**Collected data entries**

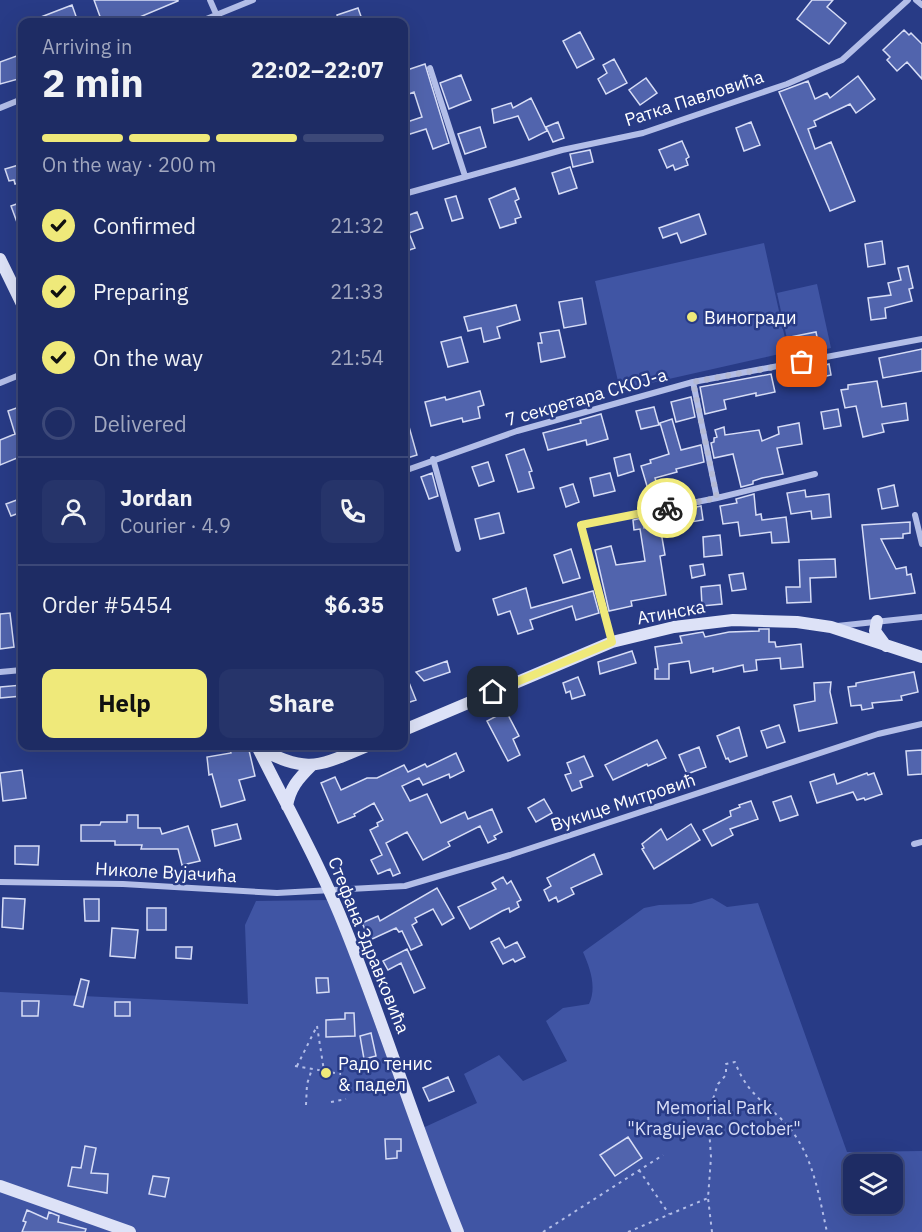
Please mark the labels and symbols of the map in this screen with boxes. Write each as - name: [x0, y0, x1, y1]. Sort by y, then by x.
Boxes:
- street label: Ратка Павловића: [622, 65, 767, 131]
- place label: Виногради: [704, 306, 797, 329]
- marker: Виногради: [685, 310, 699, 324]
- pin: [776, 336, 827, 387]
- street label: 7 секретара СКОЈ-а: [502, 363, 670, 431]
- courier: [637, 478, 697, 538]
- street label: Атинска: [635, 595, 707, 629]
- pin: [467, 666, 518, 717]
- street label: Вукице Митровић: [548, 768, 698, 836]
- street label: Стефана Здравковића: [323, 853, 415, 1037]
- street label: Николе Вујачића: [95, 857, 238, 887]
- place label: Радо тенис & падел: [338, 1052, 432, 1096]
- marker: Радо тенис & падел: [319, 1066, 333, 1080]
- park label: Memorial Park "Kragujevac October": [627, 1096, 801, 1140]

**Problem**
Could you restate every entry above word for word, leaving out the pictures?

**Worked solution**
Please mark the labels and symbols of the map in this screen with boxes. Write each as - name: [x0, y0, x1, y1]. Sort by y, then by x.
Boxes:
- street label: Ратка Павловића: [622, 65, 767, 131]
- place label: Виногради: [704, 306, 797, 329]
- marker: Виногради: [685, 310, 699, 324]
- pin: [776, 336, 827, 387]
- street label: 7 секретара СКОЈ-а: [502, 363, 670, 431]
- courier: [637, 478, 697, 538]
- street label: Атинска: [635, 595, 707, 629]
- pin: [467, 666, 518, 717]
- street label: Вукице Митровић: [548, 768, 698, 836]
- street label: Стефана Здравковића: [323, 853, 415, 1037]
- street label: Николе Вујачића: [95, 857, 238, 887]
- place label: Радо тенис & падел: [338, 1052, 432, 1096]
- marker: Радо тенис & падел: [319, 1066, 333, 1080]
- park label: Memorial Park "Kragujevac October": [627, 1096, 801, 1140]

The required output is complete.